[Stored data entries]

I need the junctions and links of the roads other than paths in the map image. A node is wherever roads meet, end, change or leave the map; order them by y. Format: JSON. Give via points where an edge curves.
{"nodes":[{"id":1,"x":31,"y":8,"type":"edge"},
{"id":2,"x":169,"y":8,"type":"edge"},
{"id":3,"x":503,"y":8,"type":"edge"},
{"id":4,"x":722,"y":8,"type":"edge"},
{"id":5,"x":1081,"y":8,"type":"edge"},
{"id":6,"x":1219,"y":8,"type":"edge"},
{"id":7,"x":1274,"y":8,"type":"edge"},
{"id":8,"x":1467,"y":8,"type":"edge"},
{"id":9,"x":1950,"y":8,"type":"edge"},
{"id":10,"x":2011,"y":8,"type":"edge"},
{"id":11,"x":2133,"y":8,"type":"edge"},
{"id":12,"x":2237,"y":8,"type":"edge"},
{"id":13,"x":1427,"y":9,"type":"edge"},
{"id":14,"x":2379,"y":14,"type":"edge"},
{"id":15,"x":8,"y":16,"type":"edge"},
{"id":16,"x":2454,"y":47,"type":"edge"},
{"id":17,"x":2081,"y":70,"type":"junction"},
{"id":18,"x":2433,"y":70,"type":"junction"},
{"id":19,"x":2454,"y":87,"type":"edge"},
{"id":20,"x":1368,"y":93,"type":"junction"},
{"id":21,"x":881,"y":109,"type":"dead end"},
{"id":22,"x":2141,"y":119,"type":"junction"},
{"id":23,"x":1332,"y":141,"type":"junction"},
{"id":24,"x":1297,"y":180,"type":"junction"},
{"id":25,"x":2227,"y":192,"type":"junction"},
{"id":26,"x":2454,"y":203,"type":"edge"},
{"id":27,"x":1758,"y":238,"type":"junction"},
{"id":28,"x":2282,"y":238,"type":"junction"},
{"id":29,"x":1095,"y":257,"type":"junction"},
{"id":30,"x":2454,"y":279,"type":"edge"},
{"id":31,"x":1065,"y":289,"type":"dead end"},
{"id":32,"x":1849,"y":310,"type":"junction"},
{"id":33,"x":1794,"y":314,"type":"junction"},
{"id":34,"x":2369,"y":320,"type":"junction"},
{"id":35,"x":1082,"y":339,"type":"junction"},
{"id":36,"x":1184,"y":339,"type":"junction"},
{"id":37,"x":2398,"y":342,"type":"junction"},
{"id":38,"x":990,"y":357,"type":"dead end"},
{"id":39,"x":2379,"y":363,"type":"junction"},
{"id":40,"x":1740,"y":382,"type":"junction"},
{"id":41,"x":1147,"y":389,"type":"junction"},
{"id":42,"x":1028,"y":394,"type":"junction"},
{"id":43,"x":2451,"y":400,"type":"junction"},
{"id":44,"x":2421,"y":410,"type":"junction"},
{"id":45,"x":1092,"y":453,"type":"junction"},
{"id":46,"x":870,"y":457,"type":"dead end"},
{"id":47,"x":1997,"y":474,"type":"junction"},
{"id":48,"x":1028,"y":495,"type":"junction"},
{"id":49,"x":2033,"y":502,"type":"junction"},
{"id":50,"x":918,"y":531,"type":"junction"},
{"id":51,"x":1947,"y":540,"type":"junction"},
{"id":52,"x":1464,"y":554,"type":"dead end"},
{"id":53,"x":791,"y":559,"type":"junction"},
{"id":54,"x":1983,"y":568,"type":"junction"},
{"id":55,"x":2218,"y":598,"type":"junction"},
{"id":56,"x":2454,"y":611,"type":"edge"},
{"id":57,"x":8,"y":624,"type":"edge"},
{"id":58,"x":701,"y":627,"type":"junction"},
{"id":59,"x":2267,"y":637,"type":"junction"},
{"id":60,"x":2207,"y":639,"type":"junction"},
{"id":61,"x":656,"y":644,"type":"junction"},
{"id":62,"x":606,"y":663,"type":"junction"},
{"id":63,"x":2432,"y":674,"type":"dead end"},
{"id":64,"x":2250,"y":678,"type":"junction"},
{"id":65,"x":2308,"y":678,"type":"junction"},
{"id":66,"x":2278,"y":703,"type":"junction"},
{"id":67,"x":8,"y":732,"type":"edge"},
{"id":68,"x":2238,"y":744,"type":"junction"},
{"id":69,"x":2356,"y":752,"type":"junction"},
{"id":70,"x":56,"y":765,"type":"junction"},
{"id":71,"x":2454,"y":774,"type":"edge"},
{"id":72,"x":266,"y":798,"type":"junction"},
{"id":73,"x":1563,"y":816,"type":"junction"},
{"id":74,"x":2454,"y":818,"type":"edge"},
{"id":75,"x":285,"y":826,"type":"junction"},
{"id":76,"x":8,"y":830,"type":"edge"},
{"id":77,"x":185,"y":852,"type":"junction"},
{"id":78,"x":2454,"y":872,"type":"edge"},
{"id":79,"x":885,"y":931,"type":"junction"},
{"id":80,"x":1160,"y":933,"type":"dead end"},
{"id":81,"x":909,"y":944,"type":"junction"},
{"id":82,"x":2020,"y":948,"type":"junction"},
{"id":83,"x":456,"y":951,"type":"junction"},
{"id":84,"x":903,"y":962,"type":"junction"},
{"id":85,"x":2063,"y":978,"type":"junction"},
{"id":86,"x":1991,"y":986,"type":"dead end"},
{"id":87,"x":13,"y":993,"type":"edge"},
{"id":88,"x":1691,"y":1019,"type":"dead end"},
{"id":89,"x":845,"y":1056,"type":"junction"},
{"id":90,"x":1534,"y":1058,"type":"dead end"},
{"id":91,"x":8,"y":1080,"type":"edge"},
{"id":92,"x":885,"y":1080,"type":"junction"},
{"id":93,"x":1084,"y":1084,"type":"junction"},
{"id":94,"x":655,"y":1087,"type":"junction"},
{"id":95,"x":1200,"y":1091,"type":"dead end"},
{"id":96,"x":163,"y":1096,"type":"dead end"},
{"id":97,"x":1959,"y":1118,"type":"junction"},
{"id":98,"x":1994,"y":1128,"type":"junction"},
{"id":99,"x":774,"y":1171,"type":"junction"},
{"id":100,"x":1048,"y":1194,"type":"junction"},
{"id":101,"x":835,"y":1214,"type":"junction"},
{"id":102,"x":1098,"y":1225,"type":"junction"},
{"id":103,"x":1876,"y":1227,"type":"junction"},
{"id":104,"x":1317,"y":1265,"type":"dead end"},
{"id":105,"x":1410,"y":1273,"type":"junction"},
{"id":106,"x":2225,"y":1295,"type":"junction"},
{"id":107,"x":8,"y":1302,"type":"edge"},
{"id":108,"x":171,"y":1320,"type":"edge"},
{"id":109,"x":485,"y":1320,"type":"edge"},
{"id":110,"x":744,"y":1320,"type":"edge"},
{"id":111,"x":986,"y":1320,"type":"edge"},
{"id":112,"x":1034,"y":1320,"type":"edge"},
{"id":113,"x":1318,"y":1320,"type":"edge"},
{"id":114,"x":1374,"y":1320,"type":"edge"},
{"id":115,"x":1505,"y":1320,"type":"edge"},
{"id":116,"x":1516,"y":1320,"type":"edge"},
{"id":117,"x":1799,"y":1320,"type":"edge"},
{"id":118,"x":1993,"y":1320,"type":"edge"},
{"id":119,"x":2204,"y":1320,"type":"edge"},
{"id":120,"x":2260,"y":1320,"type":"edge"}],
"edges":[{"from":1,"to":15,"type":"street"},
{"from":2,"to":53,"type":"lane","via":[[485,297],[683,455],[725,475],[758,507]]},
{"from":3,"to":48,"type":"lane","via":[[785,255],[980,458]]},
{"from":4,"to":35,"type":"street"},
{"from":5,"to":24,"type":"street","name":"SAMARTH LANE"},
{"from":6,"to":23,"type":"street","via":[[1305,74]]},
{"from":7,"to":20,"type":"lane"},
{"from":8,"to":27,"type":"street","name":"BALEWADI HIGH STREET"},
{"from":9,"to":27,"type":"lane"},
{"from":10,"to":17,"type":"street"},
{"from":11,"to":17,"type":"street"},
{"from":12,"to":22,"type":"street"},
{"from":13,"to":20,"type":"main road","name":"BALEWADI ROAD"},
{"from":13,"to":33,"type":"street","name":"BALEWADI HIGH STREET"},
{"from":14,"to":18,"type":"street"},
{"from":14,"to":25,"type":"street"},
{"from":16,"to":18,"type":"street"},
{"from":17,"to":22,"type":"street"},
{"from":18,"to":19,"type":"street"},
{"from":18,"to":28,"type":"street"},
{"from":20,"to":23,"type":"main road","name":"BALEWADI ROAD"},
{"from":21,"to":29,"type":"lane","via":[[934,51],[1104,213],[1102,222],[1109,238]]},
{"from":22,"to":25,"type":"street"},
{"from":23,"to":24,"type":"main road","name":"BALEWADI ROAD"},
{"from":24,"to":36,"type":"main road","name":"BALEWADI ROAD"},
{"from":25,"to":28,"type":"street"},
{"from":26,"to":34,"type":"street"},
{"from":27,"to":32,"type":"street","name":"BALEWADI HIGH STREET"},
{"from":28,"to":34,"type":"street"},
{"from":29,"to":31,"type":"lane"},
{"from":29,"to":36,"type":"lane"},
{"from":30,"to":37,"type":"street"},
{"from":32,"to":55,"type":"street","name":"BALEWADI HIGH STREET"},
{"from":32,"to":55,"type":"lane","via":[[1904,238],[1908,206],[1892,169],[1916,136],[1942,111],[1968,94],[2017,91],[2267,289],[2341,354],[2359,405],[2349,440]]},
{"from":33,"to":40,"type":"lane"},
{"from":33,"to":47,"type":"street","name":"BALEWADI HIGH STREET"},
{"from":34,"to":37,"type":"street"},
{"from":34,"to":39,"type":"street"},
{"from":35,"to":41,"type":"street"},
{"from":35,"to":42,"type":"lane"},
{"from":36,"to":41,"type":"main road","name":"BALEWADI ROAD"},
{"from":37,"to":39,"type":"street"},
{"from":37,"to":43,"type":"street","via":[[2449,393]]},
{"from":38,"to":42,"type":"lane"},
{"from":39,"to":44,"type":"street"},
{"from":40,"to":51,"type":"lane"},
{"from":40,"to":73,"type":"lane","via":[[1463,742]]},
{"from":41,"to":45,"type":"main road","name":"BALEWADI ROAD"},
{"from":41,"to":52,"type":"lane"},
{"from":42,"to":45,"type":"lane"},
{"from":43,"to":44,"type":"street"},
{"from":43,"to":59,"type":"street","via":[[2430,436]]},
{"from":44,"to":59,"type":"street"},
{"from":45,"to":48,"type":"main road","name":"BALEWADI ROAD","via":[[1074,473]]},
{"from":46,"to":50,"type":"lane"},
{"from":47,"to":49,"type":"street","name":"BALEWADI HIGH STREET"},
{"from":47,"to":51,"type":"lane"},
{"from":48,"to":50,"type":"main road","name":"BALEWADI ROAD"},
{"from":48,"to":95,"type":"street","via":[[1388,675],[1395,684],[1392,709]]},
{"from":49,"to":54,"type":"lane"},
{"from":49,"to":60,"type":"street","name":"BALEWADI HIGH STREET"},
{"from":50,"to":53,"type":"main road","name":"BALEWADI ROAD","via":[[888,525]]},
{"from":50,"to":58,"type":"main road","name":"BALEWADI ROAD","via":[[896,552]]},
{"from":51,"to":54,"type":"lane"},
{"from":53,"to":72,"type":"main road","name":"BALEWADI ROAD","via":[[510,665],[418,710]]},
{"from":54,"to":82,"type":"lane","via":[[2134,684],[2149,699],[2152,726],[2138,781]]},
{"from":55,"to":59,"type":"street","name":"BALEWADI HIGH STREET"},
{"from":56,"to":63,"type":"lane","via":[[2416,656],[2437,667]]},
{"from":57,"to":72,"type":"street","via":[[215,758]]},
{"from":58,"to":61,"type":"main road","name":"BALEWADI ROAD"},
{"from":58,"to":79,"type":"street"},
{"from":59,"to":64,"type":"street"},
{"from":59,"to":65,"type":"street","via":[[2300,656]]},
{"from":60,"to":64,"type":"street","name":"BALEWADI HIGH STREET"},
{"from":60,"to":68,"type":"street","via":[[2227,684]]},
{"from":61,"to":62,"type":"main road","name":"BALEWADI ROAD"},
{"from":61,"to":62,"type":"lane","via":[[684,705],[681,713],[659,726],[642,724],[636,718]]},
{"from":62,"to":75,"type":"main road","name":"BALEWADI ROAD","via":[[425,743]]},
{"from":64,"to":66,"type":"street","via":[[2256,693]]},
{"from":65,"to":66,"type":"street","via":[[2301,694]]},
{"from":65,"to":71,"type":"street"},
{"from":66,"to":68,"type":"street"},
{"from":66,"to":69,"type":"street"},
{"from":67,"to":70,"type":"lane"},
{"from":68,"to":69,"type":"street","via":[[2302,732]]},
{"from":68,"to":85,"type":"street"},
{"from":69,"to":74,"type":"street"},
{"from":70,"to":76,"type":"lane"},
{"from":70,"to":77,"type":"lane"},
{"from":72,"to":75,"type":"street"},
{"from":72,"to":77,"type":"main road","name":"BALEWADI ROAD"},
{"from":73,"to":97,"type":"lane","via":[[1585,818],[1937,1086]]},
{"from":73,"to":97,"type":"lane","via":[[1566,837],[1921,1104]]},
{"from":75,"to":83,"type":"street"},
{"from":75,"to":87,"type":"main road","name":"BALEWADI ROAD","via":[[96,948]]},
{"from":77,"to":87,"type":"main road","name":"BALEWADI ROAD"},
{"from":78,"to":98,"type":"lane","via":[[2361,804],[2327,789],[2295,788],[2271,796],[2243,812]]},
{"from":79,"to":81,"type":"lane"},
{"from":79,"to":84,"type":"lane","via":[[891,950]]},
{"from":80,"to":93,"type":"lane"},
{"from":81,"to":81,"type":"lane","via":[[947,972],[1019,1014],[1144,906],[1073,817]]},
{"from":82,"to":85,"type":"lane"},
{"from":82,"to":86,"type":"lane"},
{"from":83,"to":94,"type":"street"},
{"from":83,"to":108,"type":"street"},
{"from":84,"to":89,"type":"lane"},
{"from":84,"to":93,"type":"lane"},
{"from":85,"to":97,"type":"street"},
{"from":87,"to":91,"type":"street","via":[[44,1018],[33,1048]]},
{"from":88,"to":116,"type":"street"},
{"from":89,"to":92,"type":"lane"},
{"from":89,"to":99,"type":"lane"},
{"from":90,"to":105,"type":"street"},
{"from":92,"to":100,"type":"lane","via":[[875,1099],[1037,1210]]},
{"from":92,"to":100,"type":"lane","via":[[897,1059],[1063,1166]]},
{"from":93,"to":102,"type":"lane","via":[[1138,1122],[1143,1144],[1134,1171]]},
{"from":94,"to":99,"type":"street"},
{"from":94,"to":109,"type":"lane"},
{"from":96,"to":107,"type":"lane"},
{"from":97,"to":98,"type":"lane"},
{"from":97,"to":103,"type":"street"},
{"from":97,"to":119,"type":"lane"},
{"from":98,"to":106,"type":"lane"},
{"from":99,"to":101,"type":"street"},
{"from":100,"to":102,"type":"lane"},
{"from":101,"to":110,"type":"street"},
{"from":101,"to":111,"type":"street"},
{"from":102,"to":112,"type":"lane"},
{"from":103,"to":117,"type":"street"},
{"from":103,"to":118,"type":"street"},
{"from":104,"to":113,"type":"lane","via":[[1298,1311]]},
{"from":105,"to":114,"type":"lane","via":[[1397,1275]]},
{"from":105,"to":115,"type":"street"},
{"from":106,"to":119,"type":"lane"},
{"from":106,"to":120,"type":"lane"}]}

PROBLEM TO SOLVE >>
Would you copy out every line in the records that includes the string "HIGH"?

OUTPUT OF THE TASK >>
{"from":8,"to":27,"type":"street","name":"BALEWADI HIGH STREET"},
{"from":13,"to":33,"type":"street","name":"BALEWADI HIGH STREET"},
{"from":27,"to":32,"type":"street","name":"BALEWADI HIGH STREET"},
{"from":32,"to":55,"type":"street","name":"BALEWADI HIGH STREET"},
{"from":33,"to":47,"type":"street","name":"BALEWADI HIGH STREET"},
{"from":47,"to":49,"type":"street","name":"BALEWADI HIGH STREET"},
{"from":49,"to":60,"type":"street","name":"BALEWADI HIGH STREET"},
{"from":55,"to":59,"type":"street","name":"BALEWADI HIGH STREET"},
{"from":60,"to":64,"type":"street","name":"BALEWADI HIGH STREET"},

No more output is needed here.